Fico itself lists among things that affect your credit score: "Proportion of installment loan amounts still owing (proportion of balance to original loan amount on certain types of installment loans)"
http://www.myfico.com/crediteducation/whatsinyourscore.aspx
By making the $10,000 payment, I'll have paid around 40-45% of the original balance. Based on the above info, will this raise my score?
It's unlikely. This would only be considered if the loan reported a credit limit to base the balance against. Most installment loans do not have credit limits. I know my student loans do not report a CL.
When your score is calculated it doesn't say "last month you owed 50,000 and now you only owe 40,000, so I'm going to bump you up."
It simply looks at your report and calculates based on that moment. You're overall debt isn't considered, only utilization percentage.
then why would fico's own page say that's a factor? My report does list the original loan balance and what the current balance is.
"Utilization" of an installment loan's balance represents a comparatively small portion of one's FICO score. But in theory, paying down installment balances can improve one's score. But it is perhaps equally likely that no discernible change will occur.
In my experience, when I consolidated my student loans a few years ago, I had no significant change in score, even though 4 student loan balances were closed with zero balances and a new student loan account was opened. Just last month, I paid the student loan down to 1/3 of the original loan balance, and my score hasn't budged. My current balance and original balances are being reported.

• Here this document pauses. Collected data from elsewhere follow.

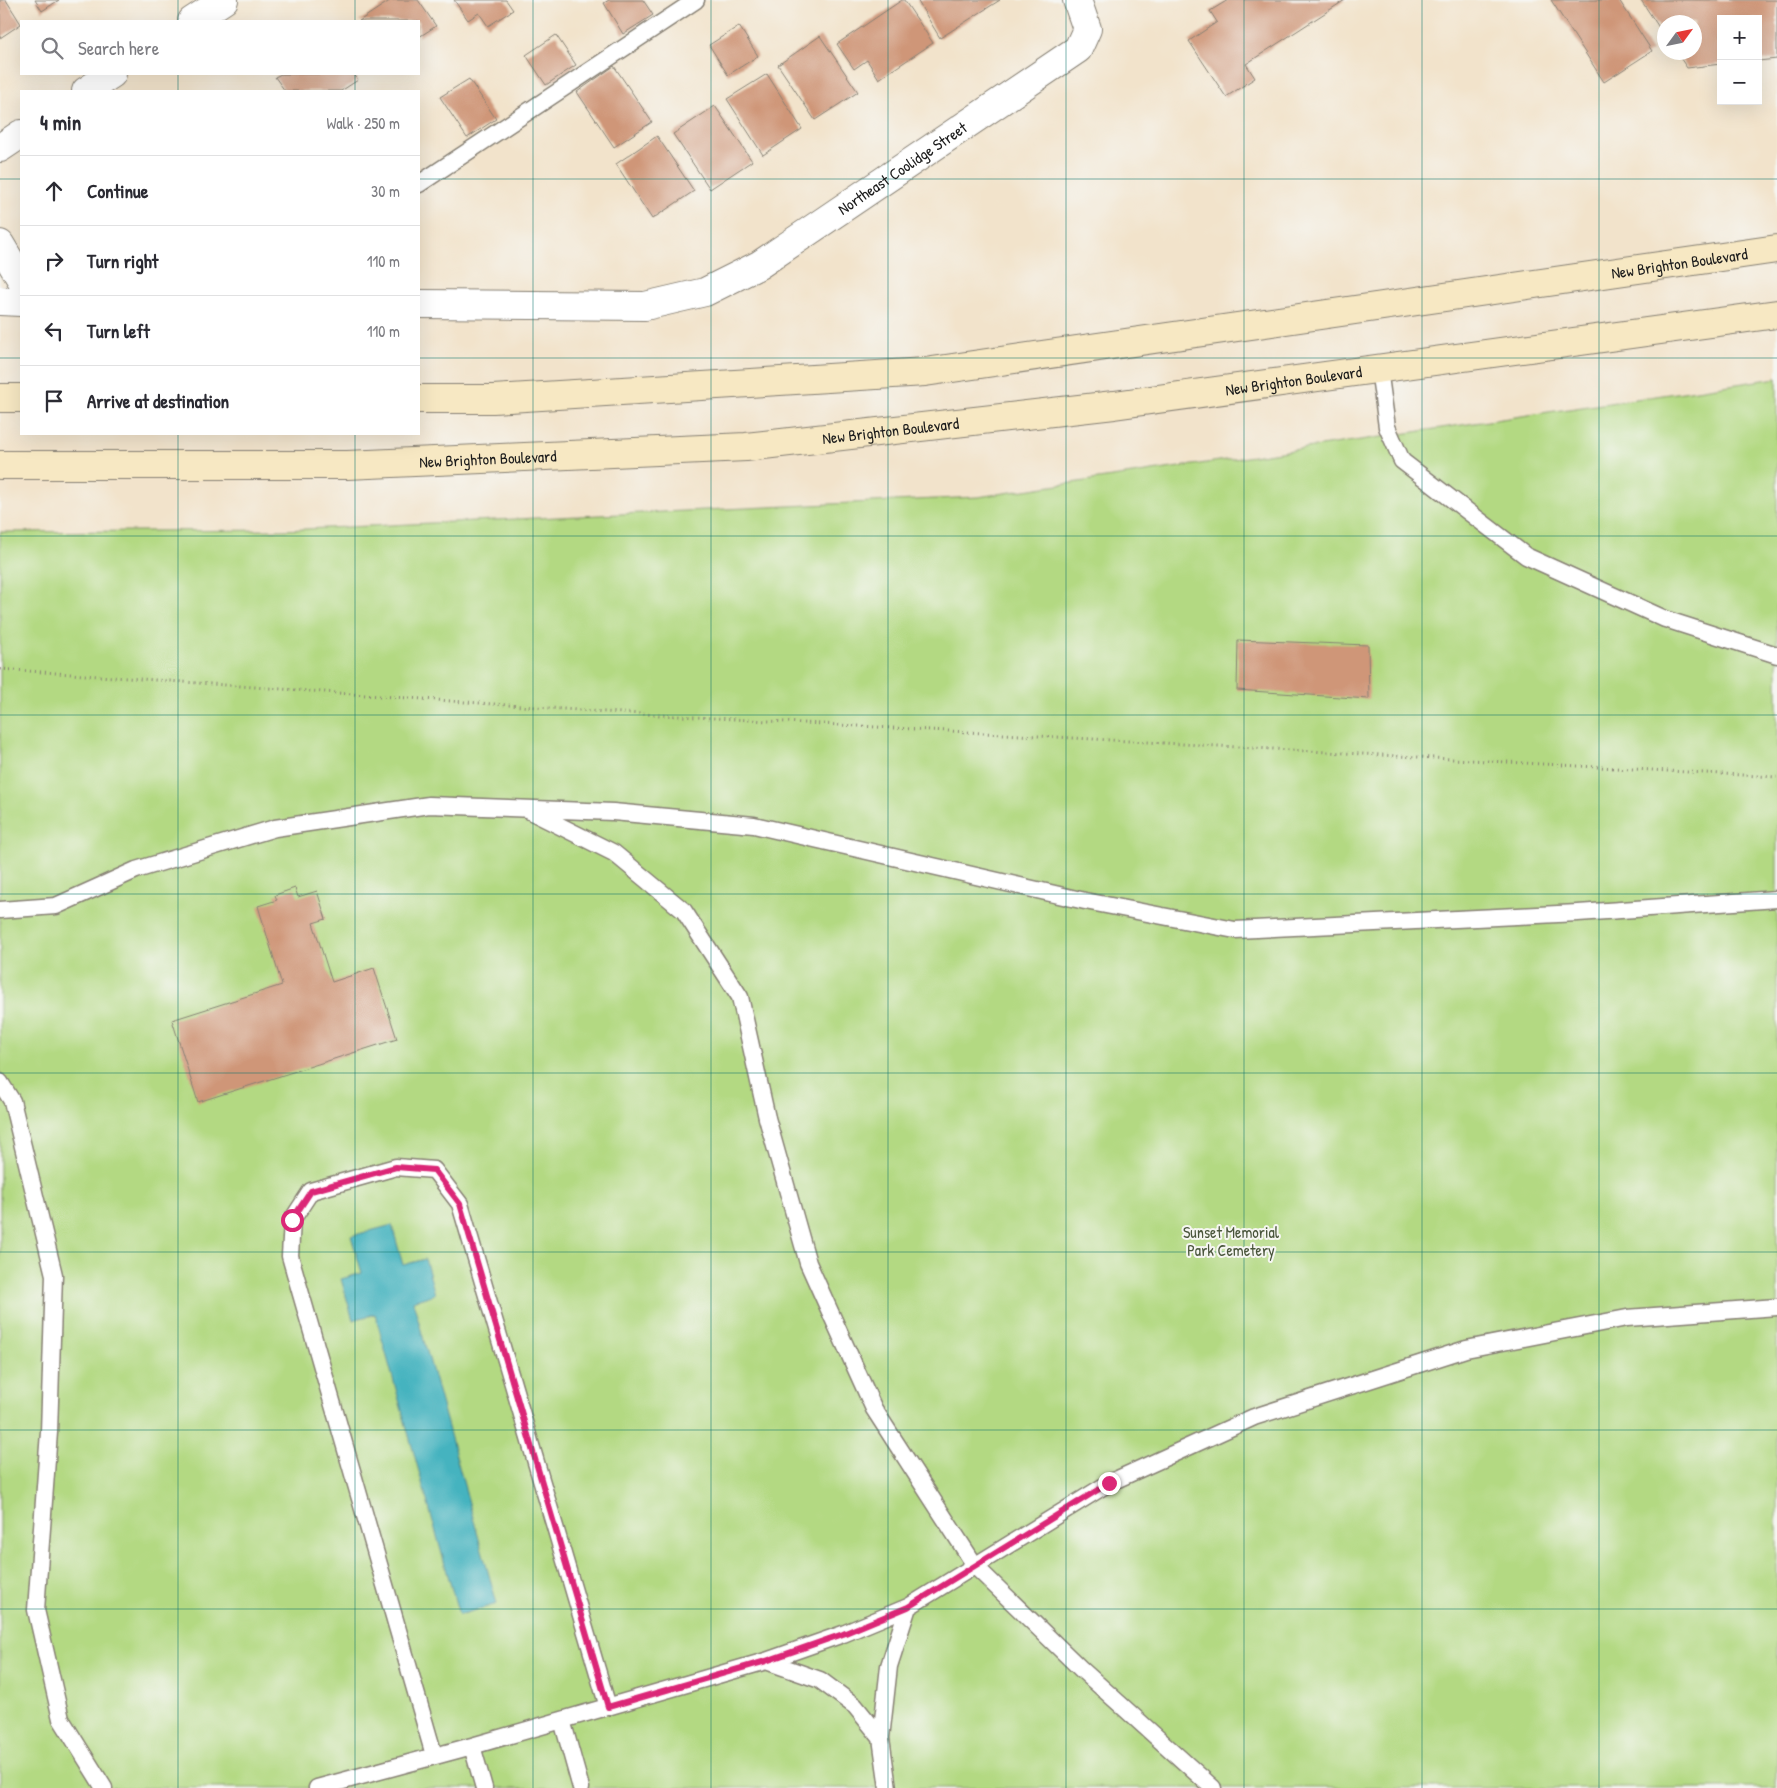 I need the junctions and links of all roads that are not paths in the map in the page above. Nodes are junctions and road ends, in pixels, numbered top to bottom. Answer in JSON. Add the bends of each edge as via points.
{"nodes":[{"id":1,"x":224,"y":0,"type":"edge"},
{"id":2,"x":696,"y":0,"type":"edge"},
{"id":3,"x":1077,"y":0,"type":"edge"},
{"id":4,"x":194,"y":20,"type":"edge"},
{"id":5,"x":110,"y":75,"type":"edge"},
{"id":6,"x":88,"y":90,"type":"edge"},
{"id":7,"x":20,"y":135,"type":"edge"},
{"id":8,"x":0,"y":148,"type":"edge"},
{"id":9,"x":420,"y":183,"type":"edge"},
{"id":10,"x":0,"y":244,"type":"edge"},
{"id":11,"x":1777,"y":248,"type":"edge"},
{"id":12,"x":20,"y":277,"type":"edge"},
{"id":13,"x":0,"y":301,"type":"edge"},
{"id":14,"x":20,"y":302,"type":"edge"},
{"id":15,"x":420,"y":304,"type":"edge"},
{"id":16,"x":1777,"y":314,"type":"edge"},
{"id":17,"x":1380,"y":368,"type":"junction"},
{"id":18,"x":0,"y":398,"type":"edge"},
{"id":19,"x":20,"y":398,"type":"edge"},
{"id":20,"x":420,"y":399,"type":"edge"},
{"id":21,"x":0,"y":465,"type":"edge"},
{"id":22,"x":1777,"y":655,"type":"edge"},
{"id":23,"x":526,"y":809,"type":"junction"},
{"id":24,"x":1777,"y":899,"type":"edge"},
{"id":25,"x":0,"y":910,"type":"edge"},
{"id":26,"x":0,"y":1082,"type":"edge"},
{"id":27,"x":1777,"y":1307,"type":"edge"},
{"id":28,"x":976,"y":1567,"type":"junction"},
{"id":29,"x":908,"y":1607,"type":"junction"},
{"id":30,"x":766,"y":1661,"type":"junction"},
{"id":31,"x":608,"y":1707,"type":"junction"},
{"id":32,"x":562,"y":1720,"type":"junction"},
{"id":33,"x":881,"y":1738,"type":"junction"},
{"id":34,"x":472,"y":1746,"type":"junction"},
{"id":35,"x":434,"y":1755,"type":"junction"},
{"id":36,"x":104,"y":1788,"type":"edge"},
{"id":37,"x":317,"y":1788,"type":"edge"},
{"id":38,"x":484,"y":1788,"type":"edge"},
{"id":39,"x":581,"y":1788,"type":"edge"},
{"id":40,"x":888,"y":1788,"type":"edge"},
{"id":41,"x":1213,"y":1788,"type":"edge"}],
"edges":[{"from":1,"to":4,"type":"street"},
{"from":2,"to":9,"type":"lane"},
{"from":3,"to":15,"type":"street","name":"Northeast Coolidge Street","via":[[1087,29],[1078,49],[759,265],[705,292],[645,306]]},
{"from":5,"to":6,"type":"street"},
{"from":7,"to":8,"type":"street"},
{"from":10,"to":12,"type":"street"},
{"from":11,"to":20,"type":"main road","name":"New Brighton Boulevard","via":[[925,372],[493,399]]},
{"from":13,"to":14,"type":"street"},
{"from":16,"to":17,"type":"main road","name":"New Brighton Boulevard"},
{"from":17,"to":21,"type":"main road","name":"New Brighton Boulevard","via":[[1114,405],[746,447],[347,465]]},
{"from":17,"to":22,"type":"lane","via":[[1387,427],[1402,462],[1526,556],[1665,619]]},
{"from":18,"to":19,"type":"main road"},
{"from":23,"to":24,"type":"lane","via":[[613,812],[754,825],[1085,901],[1235,930],[1578,913]]},
{"from":23,"to":25,"type":"lane","via":[[429,805],[275,828],[136,870],[56,906]]},
{"from":23,"to":28,"type":"lane","via":[[614,853],[684,911],[740,997],[767,1118],[808,1263],[874,1409]]},
{"from":26,"to":36,"type":"lane","via":[[12,1101],[54,1275],[49,1432],[36,1610],[62,1719]]},
{"from":27,"to":28,"type":"lane","via":[[1628,1318],[1466,1349],[1264,1414],[1109,1483]]},
{"from":28,"to":29,"type":"lane"},
{"from":28,"to":41,"type":"lane"},
{"from":29,"to":30,"type":"lane"},
{"from":29,"to":33,"type":"lane","via":[[889,1666]]},
{"from":30,"to":31,"type":"lane"},
{"from":30,"to":33,"type":"lane","via":[[820,1680],[855,1706]]},
{"from":31,"to":32,"type":"lane"},
{"from":31,"to":35,"type":"lane","via":[[460,1204],[434,1170],[396,1167],[311,1191],[292,1220],[290,1256]]},
{"from":32,"to":34,"type":"lane"},
{"from":32,"to":39,"type":"lane"},
{"from":33,"to":40,"type":"lane"},
{"from":34,"to":35,"type":"lane"},
{"from":34,"to":38,"type":"lane"},
{"from":35,"to":37,"type":"lane"}]}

I hear ya. I wish there was a way to know for sure. The major events of our lives revolve around credit reports and scores, the workings of which are mysteries.

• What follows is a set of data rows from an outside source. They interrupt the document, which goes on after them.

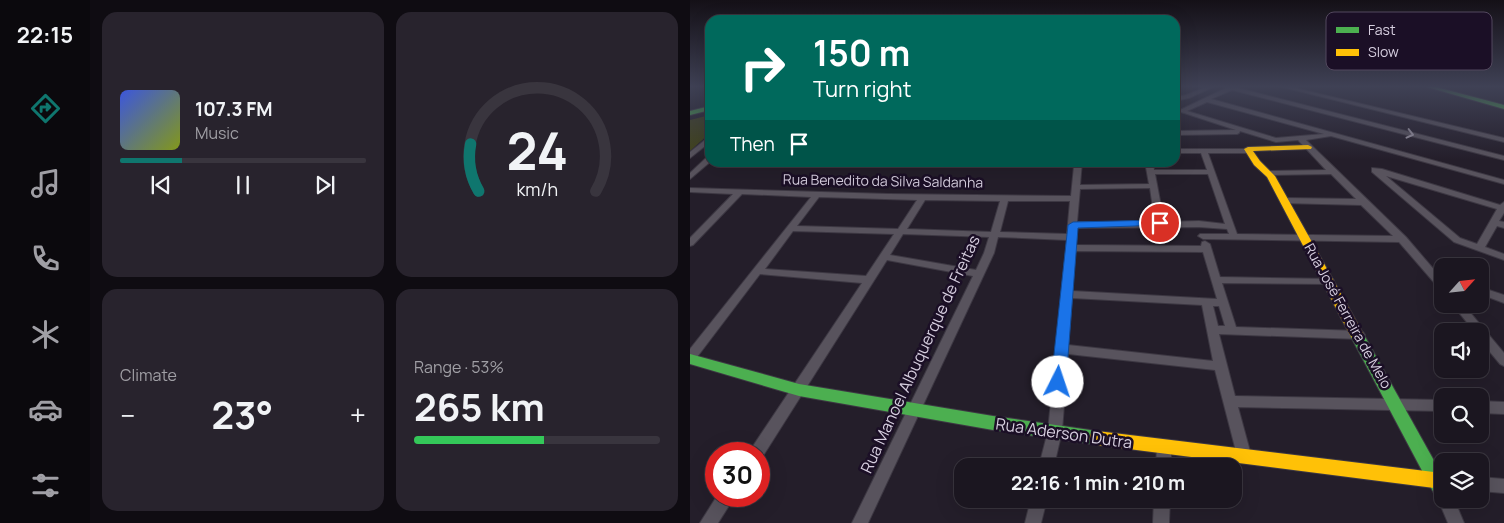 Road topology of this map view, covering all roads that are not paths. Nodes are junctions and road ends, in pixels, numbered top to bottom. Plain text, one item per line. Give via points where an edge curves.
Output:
1 (1251, 111) edge
2 (1338, 111) edge
3 (1369, 111) edge
4 (1180, 112) edge
5 (1180, 112) edge
6 (1204, 132) junction
7 (1229, 132) junction
8 (1238, 132) dead end
9 (1180, 133) edge
10 (1334, 135) junction
11 (1300, 138) junction
12 (1471, 141) junction
13 (1209, 142) dead end
14 (705, 143) edge
15 (1493, 145) edge
16 (1308, 147) junction
17 (699, 148) junction
18 (705, 149) edge
19 (1249, 150) junction
20 (1180, 151) edge
21 (1204, 151) junction
22 (690, 156) edge
23 (1504, 158) edge
24 (705, 164) edge
25 (1078, 167) edge
26 (1149, 167) edge
27 (1211, 172) junction
28 (1331, 172) junction
29 (1269, 173) junction
30 (690, 178) edge
31 (1504, 182) edge
32 (1153, 186) junction
33 (690, 190) edge
34 (741, 191) junction
35 (1076, 193) junction
36 (817, 194) junction
37 (923, 197) junction
38 (1005, 198) junction
39 (1285, 201) junction
40 (1365, 202) junction
41 (1503, 206) edge
42 (1494, 222) junction
43 (1160, 223) junction
44 (1199, 224) junction
45 (1073, 225) junction
46 (1504, 225) edge
47 (789, 228) junction
48 (901, 231) junction
49 (1232, 231) junction
50 (994, 234) junction
51 (1203, 236) junction
52 (1304, 236) junction
53 (1403, 239) junction
54 (690, 243) edge
55 (1071, 243) junction
56 (1478, 248) junction
57 (1206, 249) junction
58 (885, 256) junction
59 (1504, 257) edge
60 (756, 271) junction
61 (1432, 271) joint
62 (979, 274) junction
63 (1434, 274) edge
64 (870, 280) junction
65 (1217, 280) junction
66 (1329, 281) junction
67 (1489, 293) edge
68 (1066, 294) junction
69 (1504, 299) edge
70 (1207, 302) junction
71 (1224, 303) junction
72 (1465, 313) edge
73 (1473, 323) edge
74 (1214, 330) junction
75 (1232, 331) junction
76 (1358, 335) junction
77 (1489, 342) edge
78 (1061, 349) junction
79 (690, 359) edge
80 (1504, 361) edge
81 (1220, 366) junction
82 (799, 390) junction
83 (1230, 401) junction
84 (1397, 405) junction
85 (1434, 406) edge
86 (1489, 407) edge
87 (1504, 408) edge
88 (914, 410) junction
89 (1055, 431) junction
90 (764, 442) edge
91 (1164, 447) junction
92 (1244, 456) junction
93 (1048, 458) edge
94 (1163, 458) edge
95 (1434, 471) edge
96 (1434, 483) edge
97 (1489, 485) edge
98 (1504, 486) edge
99 (719, 507) edge
100 (1036, 508) edge
101 (1162, 508) edge
102 (1450, 508) edge
103 (708, 523) edge
104 (860, 523) edge
105 (1033, 523) edge
106 (1161, 523) edge
107 (1456, 523) edge

1 - 10 street
2 -> 12 street
3 - 12 street
4 - 7 street
5 - 11 street via 1276,140
6 - 7 street
6 - 9 street
6 - 13 street
7 - 8 street
10 - 11 street
10 - 31 street
11 - 16 street
12 - 15 street
12 - 15 street
14 - 17 street
15 - 23 street
16 - 19 main road
16 - 28 street
17 - 18 street
17 - 22 street
19 - 21 street
19 - 29 main road, Rua José Ferreira de Melo
20 - 21 street
21 - 27 street
24 - 30 street
25 - 35 street
26 - 27 street
26 - 32 street
27 - 49 street
28 - 29 street
28 - 40 street
29 - 39 main road, Rua José Ferreira de Melo
32 - 35 street, Rua Benedito da Silva Saldanha
32 - 43 street
33 - 34 street, Rua Benedito da Silva Saldanha
34 - 36 street, Rua Benedito da Silva Saldanha
34 - 54 street
35 - 38 street, Rua Benedito da Silva Saldanha
35 - 45 street
36 - 37 street, Rua Benedito da Silva Saldanha
36 - 47 street
37 - 38 street, Rua Benedito da Silva Saldanha
37 - 48 street
38 - 50 street, Rua Manoel Albuquerque de Freitas
39 - 40 street
39 - 52 main road, Rua José Ferreira de Melo
40 - 53 street
41 - 42 street
41 - 56 street via 1375,170 1457,240
42 - 46 street
42 - 56 street
43 - 44 street
43 - 45 street
44 - 49 street
44 - 51 street
45 - 55 street
47 - 48 street
47 - 60 street
48 - 50 street
48 - 58 street
49 - 51 street
49 - 52 street
50 - 55 street
50 - 62 street, Rua Manoel Albuquerque de Freitas
51 - 57 street
52 - 53 street
52 - 66 main road, Rua José Ferreira de Melo
53 - 61 street
55 - 57 street
55 - 68 street
56 - 59 street
57 - 65 street
58 - 62 street
58 - 64 street
60 - 64 street
60 - 79 street
61 - 63 street
62 - 88 street, Rua Manoel Albuquerque de Freitas
64 - 82 street
65 - 66 street
65 - 71 street
66 - 76 main road, Rua José Ferreira de Melo
67 - 69 street
68 - 70 street
68 - 78 street
70 - 71 street
70 - 74 street
71 - 75 street
72 - 73 street
74 - 75 street
74 - 81 street
75 - 76 street
76 - 84 main road, Rua José Ferreira de Melo
77 - 80 street
78 - 81 street
78 - 89 street
79 - 82 main road, Rua Aderson Dutra
81 - 83 street
82 - 88 main road, Rua Aderson Dutra
82 - 90 street
83 - 84 street
83 - 92 street
84 - 85 street
84 - 95 main road, Rua José Ferreira de Melo
86 - 87 street
88 - 89 main road, Rua Aderson Dutra
88 - 104 street, Rua Manoel Albuquerque de Freitas
89 - 91 main road, Rua Aderson Dutra
89 - 93 street
91 - 92 main road, Rua Aderson Dutra
91 - 94 street
92 - 96 main road, Rua Aderson Dutra
97 - 98 street
99 - 103 street
100 - 105 street
101 - 106 street
102 - 107 street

@kal9988 wrote:I hear ya. I wish there was a way to know for sure. The major events of our lives revolve around credit reports and scores, the workings of which are mysteries.
One thing you can be sure of. It certainly won't hurt your score.
IMO reducing and/or paying off debt always comes first. Others have different opinions.
From a BK years ago to:
9/09 EX pulled by lender 802
3/10 EQ- 800
6/10 TU -772
You can do the same thing with hard work
Credit Scoring 101
Common Abbreviations
Frequently Requested Threads
Whats In Your FICO Score
So even paying it off completely might not better your score? Bummer. Once below 35% utilization, should I maintain a balance to establish positive payment history--instead of paying it all off at once?